▶ **TASK DESCRIPTION**
The output should be every line below that includes the word "Rolna".

Collected data entries:
★ ★ ★ ★ ★ ★ ★

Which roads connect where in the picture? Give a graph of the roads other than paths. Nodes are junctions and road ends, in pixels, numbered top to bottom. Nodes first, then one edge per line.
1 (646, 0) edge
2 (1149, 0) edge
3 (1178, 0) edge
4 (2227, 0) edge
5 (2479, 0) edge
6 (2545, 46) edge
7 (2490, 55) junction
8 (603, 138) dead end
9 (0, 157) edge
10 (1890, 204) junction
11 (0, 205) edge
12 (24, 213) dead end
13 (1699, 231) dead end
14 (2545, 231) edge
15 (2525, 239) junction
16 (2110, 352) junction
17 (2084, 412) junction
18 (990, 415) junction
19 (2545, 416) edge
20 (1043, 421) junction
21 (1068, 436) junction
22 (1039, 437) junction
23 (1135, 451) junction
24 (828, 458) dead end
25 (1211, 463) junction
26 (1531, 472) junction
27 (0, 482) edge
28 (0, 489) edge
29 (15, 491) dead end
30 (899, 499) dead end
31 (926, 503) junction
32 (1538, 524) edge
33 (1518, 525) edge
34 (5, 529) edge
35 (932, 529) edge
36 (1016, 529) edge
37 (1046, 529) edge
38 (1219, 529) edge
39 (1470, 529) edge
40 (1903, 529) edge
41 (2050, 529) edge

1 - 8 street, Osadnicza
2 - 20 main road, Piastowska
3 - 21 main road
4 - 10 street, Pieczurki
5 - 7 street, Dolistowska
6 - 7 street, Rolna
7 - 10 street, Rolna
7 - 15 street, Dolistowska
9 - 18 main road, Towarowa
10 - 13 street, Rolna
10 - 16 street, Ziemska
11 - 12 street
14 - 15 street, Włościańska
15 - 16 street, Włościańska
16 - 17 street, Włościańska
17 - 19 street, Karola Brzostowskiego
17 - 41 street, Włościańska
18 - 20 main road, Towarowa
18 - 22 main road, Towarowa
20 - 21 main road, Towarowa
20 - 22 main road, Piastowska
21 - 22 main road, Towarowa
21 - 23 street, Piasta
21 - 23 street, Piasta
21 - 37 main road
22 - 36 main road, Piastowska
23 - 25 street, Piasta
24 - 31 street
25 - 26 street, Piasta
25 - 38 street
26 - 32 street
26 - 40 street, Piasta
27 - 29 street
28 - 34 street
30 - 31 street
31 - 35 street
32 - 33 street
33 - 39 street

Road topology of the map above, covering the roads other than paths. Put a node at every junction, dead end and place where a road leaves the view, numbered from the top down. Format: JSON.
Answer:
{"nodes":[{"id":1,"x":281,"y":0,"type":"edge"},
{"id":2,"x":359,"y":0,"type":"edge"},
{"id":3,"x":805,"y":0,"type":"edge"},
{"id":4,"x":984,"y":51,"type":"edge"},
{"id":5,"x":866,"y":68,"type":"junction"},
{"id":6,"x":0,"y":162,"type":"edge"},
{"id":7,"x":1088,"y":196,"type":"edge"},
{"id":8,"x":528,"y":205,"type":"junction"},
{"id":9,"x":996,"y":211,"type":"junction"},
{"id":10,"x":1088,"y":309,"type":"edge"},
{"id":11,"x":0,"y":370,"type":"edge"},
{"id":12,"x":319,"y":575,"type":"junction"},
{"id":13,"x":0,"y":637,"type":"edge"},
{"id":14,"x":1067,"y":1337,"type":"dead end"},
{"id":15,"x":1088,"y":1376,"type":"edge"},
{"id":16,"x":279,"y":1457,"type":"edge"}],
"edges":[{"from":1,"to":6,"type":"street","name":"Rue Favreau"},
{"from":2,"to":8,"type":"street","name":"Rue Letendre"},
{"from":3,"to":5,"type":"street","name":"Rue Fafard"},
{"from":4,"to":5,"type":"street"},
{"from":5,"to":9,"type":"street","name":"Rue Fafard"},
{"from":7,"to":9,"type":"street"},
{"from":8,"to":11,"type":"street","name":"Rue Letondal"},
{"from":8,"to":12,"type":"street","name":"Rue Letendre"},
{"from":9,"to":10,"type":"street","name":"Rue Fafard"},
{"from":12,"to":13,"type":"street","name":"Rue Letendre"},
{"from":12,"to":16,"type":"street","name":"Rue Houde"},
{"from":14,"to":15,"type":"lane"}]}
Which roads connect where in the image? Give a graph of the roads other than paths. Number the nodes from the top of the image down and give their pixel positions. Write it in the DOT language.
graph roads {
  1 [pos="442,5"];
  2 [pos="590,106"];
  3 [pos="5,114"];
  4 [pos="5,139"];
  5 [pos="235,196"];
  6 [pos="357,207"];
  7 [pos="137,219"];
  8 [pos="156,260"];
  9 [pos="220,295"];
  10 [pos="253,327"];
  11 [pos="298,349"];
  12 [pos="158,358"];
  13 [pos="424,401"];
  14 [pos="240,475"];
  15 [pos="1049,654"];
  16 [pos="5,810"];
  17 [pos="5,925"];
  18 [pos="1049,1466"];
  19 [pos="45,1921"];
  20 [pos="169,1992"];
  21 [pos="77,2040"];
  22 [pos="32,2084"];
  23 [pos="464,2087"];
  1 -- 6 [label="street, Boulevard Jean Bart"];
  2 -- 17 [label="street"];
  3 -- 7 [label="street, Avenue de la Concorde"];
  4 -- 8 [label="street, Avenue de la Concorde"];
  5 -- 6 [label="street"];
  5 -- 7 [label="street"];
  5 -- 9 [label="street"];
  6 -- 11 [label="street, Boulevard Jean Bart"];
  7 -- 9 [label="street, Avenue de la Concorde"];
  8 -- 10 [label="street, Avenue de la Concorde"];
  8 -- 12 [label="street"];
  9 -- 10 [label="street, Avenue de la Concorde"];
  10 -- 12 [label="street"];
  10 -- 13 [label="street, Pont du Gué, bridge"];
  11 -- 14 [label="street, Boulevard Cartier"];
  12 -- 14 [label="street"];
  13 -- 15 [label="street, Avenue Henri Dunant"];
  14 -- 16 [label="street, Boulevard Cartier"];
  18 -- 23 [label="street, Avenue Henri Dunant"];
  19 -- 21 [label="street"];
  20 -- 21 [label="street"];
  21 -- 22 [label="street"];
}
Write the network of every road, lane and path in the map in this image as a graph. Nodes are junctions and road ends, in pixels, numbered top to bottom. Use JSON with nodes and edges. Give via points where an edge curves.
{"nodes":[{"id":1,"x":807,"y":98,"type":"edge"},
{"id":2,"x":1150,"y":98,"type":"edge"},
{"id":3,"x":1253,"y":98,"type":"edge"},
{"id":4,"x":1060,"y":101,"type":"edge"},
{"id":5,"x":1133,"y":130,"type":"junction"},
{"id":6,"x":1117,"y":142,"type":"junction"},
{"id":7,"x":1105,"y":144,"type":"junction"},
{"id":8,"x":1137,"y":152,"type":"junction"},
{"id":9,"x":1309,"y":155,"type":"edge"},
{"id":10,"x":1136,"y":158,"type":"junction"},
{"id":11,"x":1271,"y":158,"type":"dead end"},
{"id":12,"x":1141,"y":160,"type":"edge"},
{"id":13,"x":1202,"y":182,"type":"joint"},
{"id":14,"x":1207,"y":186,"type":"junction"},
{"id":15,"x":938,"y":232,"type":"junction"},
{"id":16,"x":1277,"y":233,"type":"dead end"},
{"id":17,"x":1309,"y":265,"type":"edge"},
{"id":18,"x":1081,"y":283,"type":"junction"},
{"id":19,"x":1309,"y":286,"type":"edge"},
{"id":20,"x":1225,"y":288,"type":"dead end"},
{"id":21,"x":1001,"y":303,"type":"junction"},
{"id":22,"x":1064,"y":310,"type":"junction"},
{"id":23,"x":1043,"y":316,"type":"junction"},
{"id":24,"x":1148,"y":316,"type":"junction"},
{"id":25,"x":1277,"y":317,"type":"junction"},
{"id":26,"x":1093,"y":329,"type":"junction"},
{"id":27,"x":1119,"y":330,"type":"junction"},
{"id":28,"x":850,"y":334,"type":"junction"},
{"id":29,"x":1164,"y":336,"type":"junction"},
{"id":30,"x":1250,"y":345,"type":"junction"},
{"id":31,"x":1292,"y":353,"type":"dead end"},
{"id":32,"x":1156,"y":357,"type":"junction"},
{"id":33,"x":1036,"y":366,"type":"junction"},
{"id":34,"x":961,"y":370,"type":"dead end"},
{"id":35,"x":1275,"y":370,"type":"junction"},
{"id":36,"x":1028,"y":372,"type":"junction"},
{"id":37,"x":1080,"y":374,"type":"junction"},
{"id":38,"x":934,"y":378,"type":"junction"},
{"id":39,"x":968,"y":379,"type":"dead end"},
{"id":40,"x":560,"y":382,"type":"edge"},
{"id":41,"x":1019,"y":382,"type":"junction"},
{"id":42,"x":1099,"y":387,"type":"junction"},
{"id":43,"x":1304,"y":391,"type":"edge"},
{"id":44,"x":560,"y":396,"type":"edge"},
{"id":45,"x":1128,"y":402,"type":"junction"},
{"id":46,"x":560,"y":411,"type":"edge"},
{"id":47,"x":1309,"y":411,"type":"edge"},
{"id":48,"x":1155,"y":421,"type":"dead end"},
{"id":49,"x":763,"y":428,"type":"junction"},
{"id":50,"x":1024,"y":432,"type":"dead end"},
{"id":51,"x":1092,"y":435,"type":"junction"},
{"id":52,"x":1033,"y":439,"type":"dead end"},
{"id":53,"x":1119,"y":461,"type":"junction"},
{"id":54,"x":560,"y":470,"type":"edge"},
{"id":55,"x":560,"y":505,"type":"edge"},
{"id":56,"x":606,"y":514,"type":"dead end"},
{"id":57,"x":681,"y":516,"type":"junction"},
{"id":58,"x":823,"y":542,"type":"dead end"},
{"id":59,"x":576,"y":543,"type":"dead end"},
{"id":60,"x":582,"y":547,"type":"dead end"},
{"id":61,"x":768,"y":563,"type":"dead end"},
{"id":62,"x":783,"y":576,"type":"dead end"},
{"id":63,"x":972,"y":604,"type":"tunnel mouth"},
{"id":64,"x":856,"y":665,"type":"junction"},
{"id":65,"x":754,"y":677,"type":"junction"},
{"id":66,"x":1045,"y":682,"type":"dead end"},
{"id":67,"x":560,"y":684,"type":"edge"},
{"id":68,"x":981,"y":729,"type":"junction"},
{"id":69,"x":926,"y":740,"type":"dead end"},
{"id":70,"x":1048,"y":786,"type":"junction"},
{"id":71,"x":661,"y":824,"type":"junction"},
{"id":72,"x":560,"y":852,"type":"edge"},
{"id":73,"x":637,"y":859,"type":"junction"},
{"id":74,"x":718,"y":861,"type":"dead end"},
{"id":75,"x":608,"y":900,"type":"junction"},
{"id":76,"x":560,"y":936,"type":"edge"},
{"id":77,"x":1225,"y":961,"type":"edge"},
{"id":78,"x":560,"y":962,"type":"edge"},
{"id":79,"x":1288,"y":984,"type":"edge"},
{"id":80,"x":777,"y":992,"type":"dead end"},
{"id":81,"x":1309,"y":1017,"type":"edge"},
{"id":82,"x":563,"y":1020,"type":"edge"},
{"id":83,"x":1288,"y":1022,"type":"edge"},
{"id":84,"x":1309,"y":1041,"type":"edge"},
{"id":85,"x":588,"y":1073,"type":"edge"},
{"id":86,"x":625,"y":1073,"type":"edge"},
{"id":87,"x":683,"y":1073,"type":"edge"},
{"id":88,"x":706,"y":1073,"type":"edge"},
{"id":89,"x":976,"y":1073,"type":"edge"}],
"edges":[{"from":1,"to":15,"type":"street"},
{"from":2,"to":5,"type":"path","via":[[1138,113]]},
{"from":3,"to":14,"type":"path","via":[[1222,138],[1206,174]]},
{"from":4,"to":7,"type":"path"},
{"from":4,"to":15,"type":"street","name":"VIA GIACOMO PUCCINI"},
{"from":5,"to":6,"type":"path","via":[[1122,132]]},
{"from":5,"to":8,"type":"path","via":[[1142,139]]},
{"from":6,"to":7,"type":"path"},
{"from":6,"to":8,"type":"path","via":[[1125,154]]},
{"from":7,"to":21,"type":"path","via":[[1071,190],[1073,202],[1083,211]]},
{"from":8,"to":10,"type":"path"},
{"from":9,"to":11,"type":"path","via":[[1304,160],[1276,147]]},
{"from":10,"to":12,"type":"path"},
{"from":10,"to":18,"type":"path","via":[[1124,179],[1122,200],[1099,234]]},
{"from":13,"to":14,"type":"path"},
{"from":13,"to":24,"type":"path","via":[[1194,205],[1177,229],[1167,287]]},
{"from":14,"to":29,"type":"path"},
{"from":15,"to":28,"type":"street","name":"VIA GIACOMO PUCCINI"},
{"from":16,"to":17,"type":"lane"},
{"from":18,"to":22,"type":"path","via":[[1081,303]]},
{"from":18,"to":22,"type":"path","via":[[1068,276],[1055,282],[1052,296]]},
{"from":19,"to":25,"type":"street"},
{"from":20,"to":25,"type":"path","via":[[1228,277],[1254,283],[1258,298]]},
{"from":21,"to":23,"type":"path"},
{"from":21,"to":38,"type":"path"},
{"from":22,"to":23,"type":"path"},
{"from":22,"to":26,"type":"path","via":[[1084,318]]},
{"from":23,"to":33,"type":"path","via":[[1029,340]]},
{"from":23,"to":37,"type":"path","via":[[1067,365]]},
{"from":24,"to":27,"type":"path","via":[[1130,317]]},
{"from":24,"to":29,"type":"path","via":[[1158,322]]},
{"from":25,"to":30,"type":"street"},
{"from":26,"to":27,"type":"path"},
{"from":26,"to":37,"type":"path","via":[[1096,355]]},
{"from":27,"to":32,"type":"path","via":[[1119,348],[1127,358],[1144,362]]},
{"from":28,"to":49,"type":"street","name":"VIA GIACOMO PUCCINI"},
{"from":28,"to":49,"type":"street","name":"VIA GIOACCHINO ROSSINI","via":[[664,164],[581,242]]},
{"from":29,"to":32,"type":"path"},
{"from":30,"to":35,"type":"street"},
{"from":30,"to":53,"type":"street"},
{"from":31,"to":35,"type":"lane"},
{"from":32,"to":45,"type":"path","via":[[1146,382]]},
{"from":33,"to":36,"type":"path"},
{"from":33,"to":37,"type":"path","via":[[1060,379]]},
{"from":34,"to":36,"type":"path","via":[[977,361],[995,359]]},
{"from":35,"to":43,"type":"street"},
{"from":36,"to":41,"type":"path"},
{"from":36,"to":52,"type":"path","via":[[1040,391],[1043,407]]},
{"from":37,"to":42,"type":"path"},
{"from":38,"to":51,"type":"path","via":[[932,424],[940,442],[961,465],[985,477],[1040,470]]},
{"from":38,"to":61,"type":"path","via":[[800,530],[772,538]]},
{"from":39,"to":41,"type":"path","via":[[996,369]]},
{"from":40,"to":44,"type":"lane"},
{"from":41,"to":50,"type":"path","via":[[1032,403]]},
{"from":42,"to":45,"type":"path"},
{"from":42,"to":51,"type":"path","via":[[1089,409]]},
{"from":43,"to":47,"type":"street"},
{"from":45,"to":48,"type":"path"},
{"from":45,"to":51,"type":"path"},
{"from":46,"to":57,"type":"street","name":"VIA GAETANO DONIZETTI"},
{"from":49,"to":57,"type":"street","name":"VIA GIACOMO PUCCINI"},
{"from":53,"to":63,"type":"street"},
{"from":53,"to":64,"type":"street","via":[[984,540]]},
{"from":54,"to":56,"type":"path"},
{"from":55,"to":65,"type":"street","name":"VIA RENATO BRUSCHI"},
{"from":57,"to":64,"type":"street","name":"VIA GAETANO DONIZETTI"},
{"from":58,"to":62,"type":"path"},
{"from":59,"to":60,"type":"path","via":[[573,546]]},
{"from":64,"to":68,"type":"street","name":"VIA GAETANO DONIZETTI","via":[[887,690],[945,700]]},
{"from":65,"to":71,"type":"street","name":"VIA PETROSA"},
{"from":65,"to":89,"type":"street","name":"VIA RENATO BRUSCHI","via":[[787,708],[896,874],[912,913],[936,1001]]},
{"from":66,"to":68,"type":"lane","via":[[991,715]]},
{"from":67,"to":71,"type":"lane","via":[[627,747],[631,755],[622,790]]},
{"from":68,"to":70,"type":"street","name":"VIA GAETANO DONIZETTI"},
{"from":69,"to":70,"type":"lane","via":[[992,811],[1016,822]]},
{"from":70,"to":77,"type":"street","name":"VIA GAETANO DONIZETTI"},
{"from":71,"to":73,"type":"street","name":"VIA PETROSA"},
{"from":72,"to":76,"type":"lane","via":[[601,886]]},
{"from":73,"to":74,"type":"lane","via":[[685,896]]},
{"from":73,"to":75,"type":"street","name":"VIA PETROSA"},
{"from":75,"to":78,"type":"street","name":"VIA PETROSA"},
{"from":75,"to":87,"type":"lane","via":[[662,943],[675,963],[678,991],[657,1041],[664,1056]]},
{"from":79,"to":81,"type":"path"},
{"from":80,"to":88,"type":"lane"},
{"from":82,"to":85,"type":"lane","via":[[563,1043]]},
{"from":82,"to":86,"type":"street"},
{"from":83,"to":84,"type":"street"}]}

★ ★ ★ ★ ★ ★ ★

▶ **EXERCISE RESPONSE**
6 - 7 street, Rolna
7 - 10 street, Rolna
10 - 13 street, Rolna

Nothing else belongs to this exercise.